Also, the fact that the hourly rate adopted for the work done on a day when indemnity costs were ordered is the same as that which is allowed for on a day when standard costs are being paid does not, of itself, indicate error. It may well be that the amount which counsel actually charged is properly assessed to be no more than would be payable on a standard basis.
Insofar as the amount of preparation is concerned, the appropriate allowance for that will vary, depending upon the circumstances of the case.
The difficulty, insofar as counsel’s fees are concerned, lies in two things. The first is that the reasons given by the costs assessor are quite brief. In response to the general objection that:
The following objection is made to each item involving counsel’s fees, together with any other individual objection to an item. Counsel’s fees reflect fees on an indemnity basis. Counsel has 10 years at the bar and does not profess to practice defamation law and an appropriate hourly rate, on a standard basis, is $277 an hour plus GST.
The costs assessor simply said:
I generally disagree with this contention, however, this general objection has been considered and some items have been assessed.
That indicates a rejection of the contention that counsel’s fees reflected an indemnity basis, but did not give any reasons as to why the assessor held that view or, more particularly, why the rate allowed was thought to be appropriate for assessment on a standard basis. Further, in relation to the items relating to preparation, where the objection had specifically taken issue with the number of days charged for preparation and had put a view as to the appropriate level of preparation, both prior to trial and on the days of trial, the assessor contented himself with merely saying, “Charge considered reasonable.” Those reasons are inadequate in the circumstances.
A further area of concern, emerged during the hearing today. The solicitor for the defendant/respondent, quite properly, drew the court’s attention to some correspondence which had passed between the assessor and the barrister who had been retained for her client.
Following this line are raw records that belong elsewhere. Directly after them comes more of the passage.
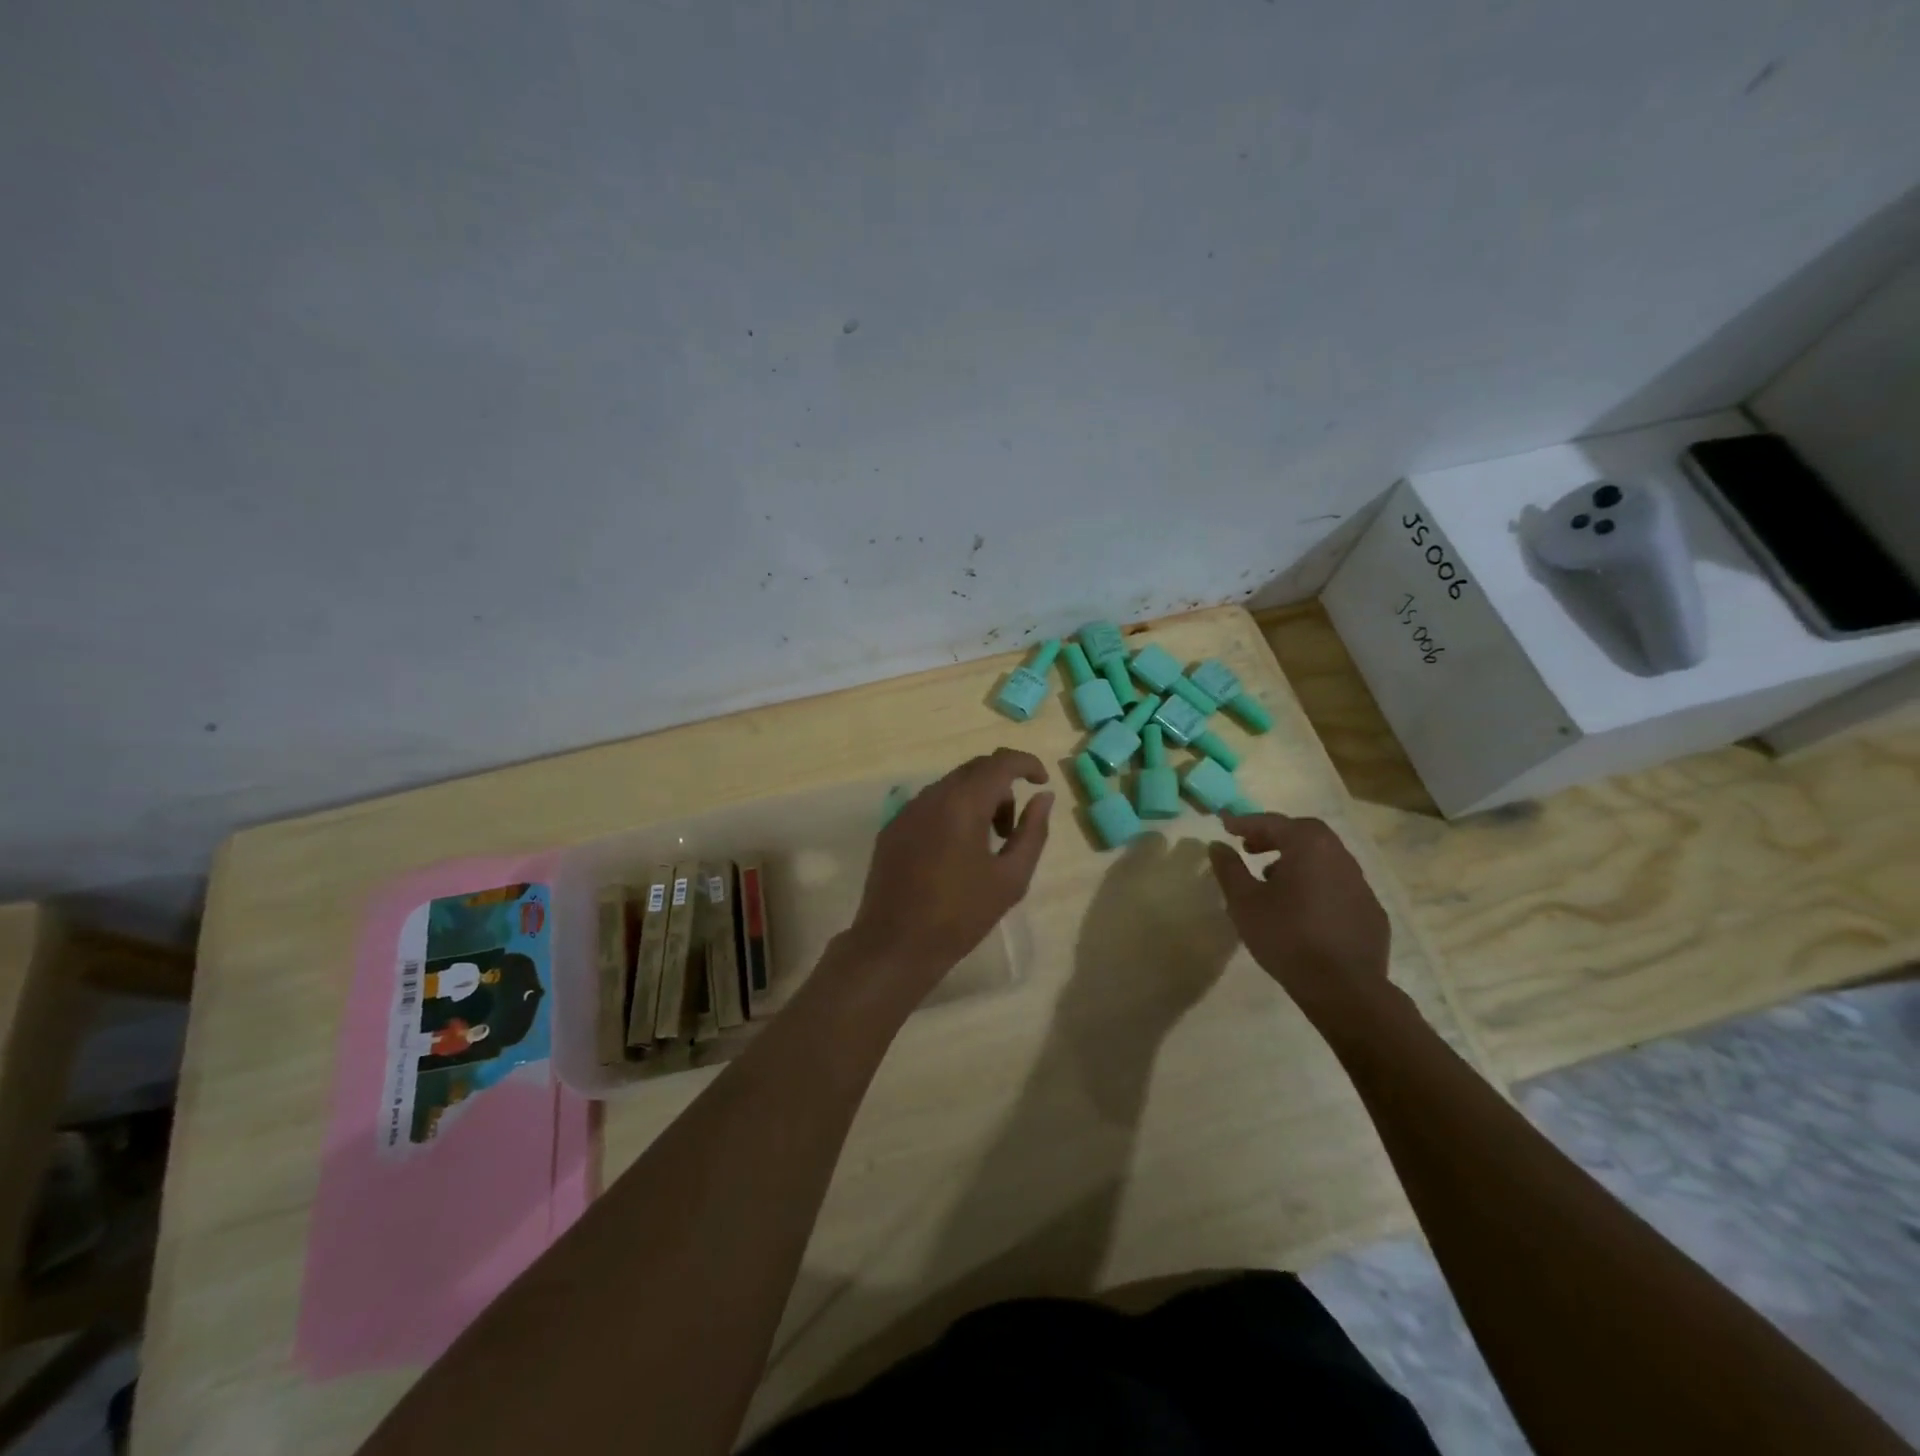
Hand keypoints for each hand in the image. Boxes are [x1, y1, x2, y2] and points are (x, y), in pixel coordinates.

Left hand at [845, 749, 1053, 1001]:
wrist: (895, 945)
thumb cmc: (961, 915)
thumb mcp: (1011, 878)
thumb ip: (1033, 831)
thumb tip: (1043, 796)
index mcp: (963, 803)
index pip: (1000, 762)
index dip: (1026, 763)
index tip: (1042, 781)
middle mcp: (932, 796)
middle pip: (975, 770)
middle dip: (1002, 787)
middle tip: (1011, 830)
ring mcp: (907, 811)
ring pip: (951, 786)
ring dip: (976, 801)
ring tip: (985, 846)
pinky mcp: (892, 828)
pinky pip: (929, 805)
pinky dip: (951, 813)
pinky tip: (953, 854)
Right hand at [1206, 813, 1391, 1023]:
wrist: (1344, 988)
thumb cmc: (1287, 937)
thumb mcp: (1244, 902)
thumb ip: (1229, 869)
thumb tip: (1217, 846)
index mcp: (1309, 847)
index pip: (1273, 823)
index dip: (1245, 822)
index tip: (1224, 825)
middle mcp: (1340, 856)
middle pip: (1304, 833)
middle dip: (1274, 836)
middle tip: (1250, 848)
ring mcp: (1360, 883)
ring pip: (1324, 858)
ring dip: (1295, 860)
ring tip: (1271, 878)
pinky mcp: (1371, 911)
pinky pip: (1338, 885)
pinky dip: (1316, 883)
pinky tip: (1302, 908)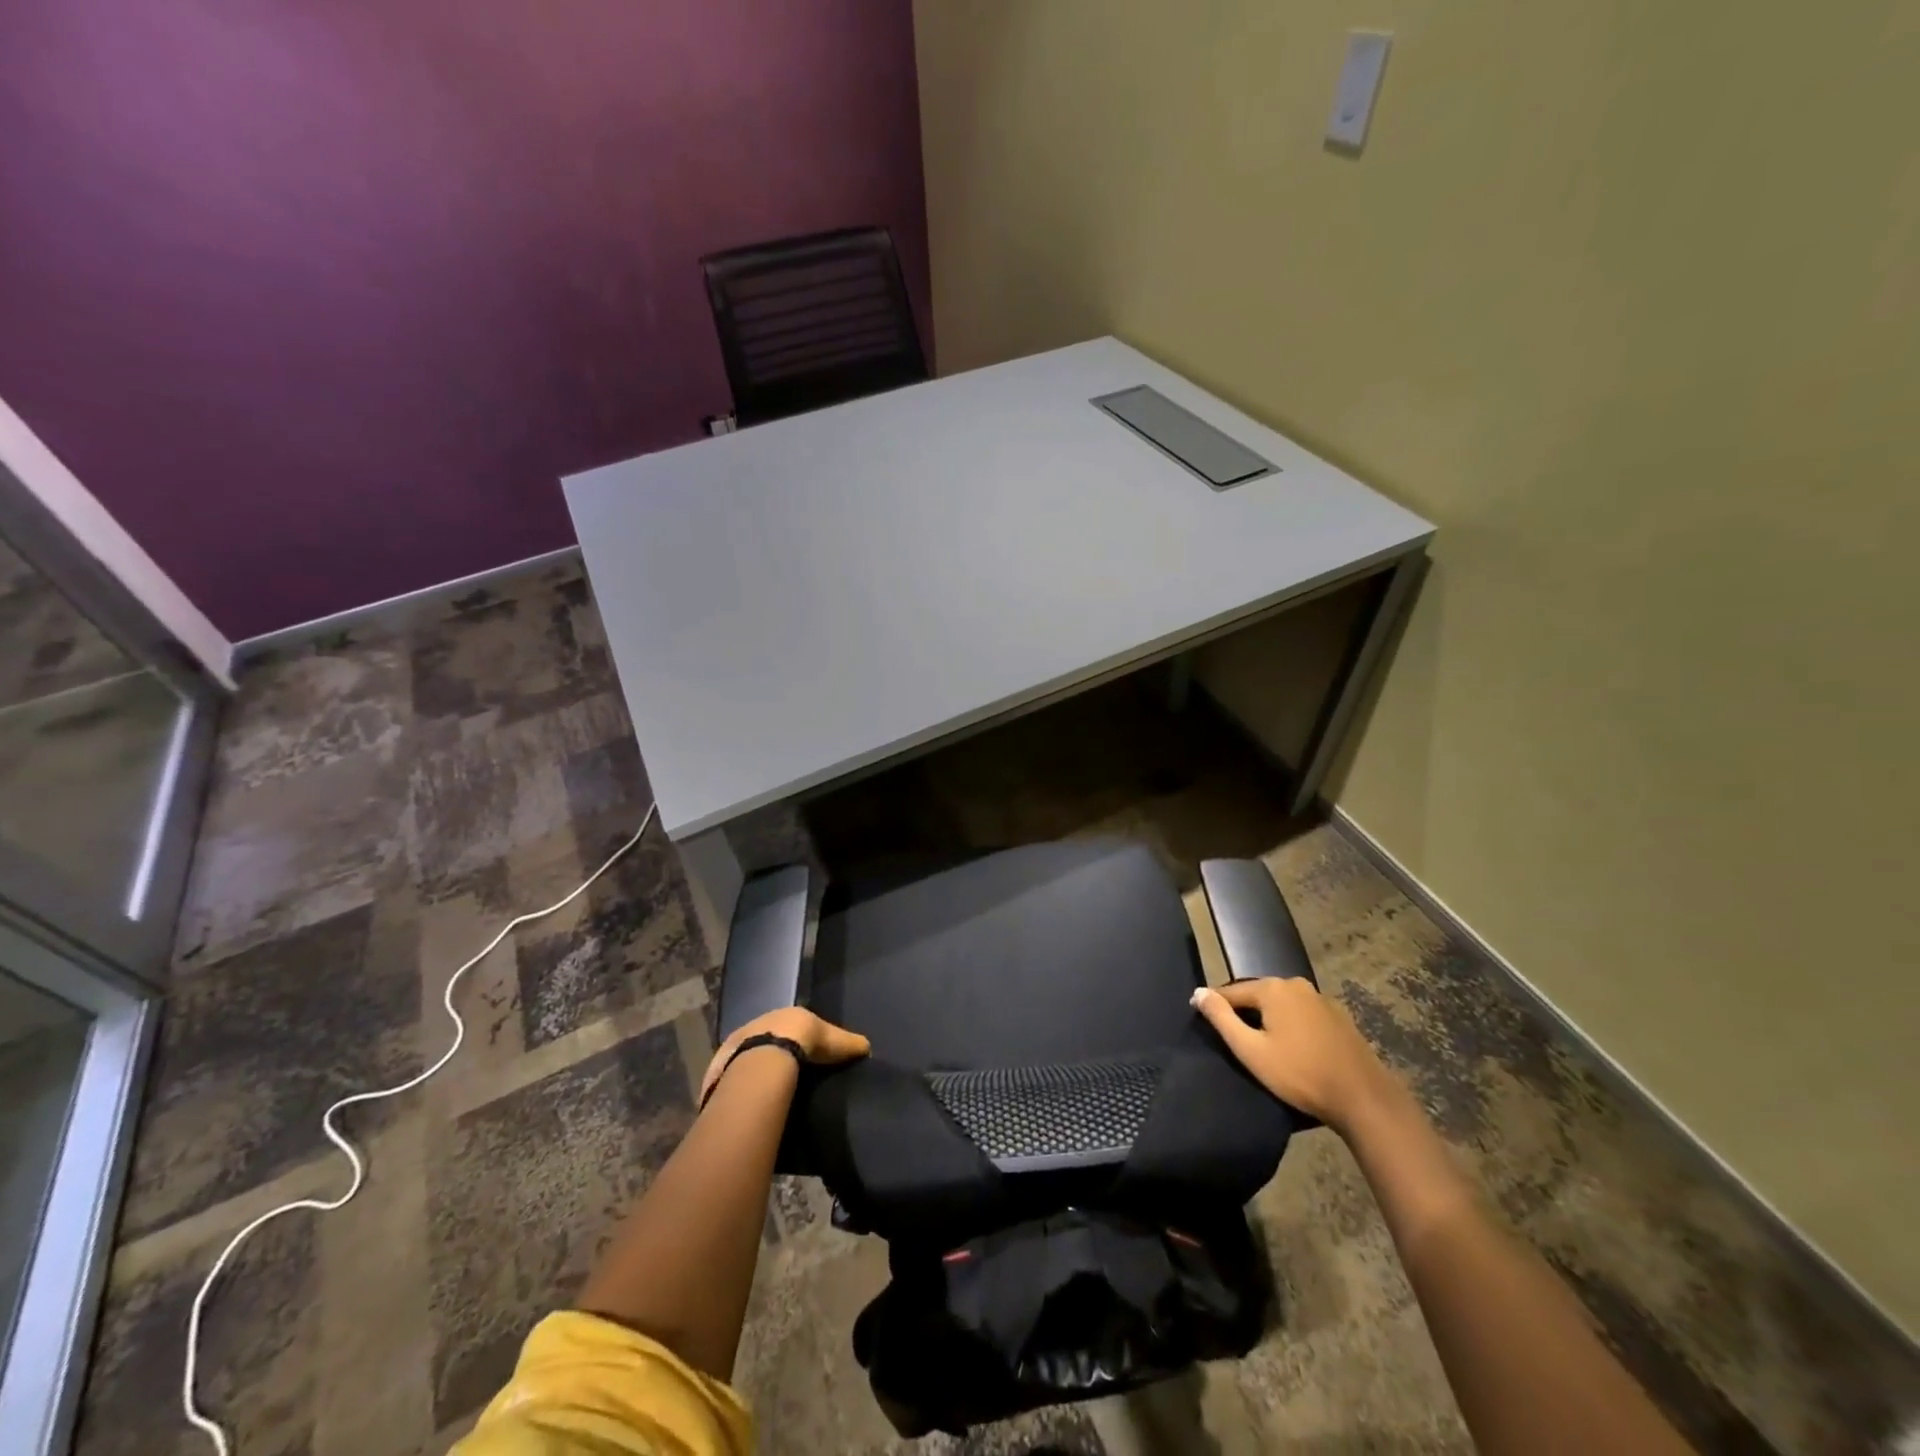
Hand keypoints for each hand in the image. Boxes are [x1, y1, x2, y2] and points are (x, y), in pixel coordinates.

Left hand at [698, 1007, 870, 1103]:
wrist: (766, 1056)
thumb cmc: (803, 1041)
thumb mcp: (834, 1041)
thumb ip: (849, 1044)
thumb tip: (867, 1047)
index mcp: (782, 1016)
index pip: (790, 1025)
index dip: (797, 1038)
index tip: (804, 1054)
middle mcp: (756, 1025)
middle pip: (766, 1039)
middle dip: (773, 1054)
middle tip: (784, 1075)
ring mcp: (735, 1046)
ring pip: (746, 1057)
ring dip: (753, 1070)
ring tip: (764, 1092)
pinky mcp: (720, 1069)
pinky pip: (729, 1079)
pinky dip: (737, 1088)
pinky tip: (745, 1102)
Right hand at [1190, 978, 1388, 1131]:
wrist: (1363, 1098)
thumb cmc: (1300, 1074)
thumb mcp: (1251, 1050)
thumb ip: (1221, 1018)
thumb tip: (1198, 993)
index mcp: (1273, 988)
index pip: (1231, 991)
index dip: (1214, 1005)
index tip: (1200, 1018)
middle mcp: (1296, 984)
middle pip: (1258, 995)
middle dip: (1244, 1012)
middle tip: (1234, 1038)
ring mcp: (1321, 999)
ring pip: (1282, 1004)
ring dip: (1269, 1019)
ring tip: (1262, 1044)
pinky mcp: (1339, 1016)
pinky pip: (1303, 1014)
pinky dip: (1291, 1025)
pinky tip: (1293, 1046)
That correspondence shows that an email was sent by the assessor in September last year, to counsel which drew counsel’s attention to the objections that had been taken in relation to his fees and expressly sought from counsel information as to his hourly rate and the basis of that rate, by qualification and experience, and sought his time records for each item of charge. That information was requested to be provided by close of business on Wednesday, the 16th of September for the purposes of the assessor completing his assessment in a timely manner.
The barrister wrote back, giving not only details of the rate charged and the number of hours, but going into a spirited defence of the reasonableness of both, and in the course of that rebutted, or sought to rebut, the criticisms that had been raised in the objection. It was common ground at the bar table today, that unfortunately the cost assessor did not tell either of the parties that he was writing to counsel, nor did the cost assessor or counsel provide a copy of the response to either party prior to the assessment being concluded.
It is true to observe that, under rule 720(4)(d), the assessor had the power to inform himself of the facts in any way he considered appropriate. But that must be subject to the other requirements on the cost assessor. In particular, whilst rule 720 permits the cost assessor to decide the procedure to be followed in the assessment, subsection (2) provides that the procedure must, amongst other things, be consistent with the rules of natural justice and be fair. It is not consistent with the rules of natural justice nor fair for the cost assessor to obtain detailed information and argument in relation to the subject matter of the objection for the purposes of using that information in the assessment without giving the parties, including the party against whose interests it may be used, an opportunity to comment on that information. In my view, the process before the cost assessor miscarried on that basis.
Insofar as care and consideration is concerned the objection relied on a number of arguments in support of a contention that the amount sought for care and consideration was excessive. Those arguments may be summarised as follows:
(1) The matter was not complex.
(2) The only difficult questions involved the admissibility of expert evidence and cross-examination of experts in circumstances where the defendant did not call its own experts and cross-examination was handled by counsel.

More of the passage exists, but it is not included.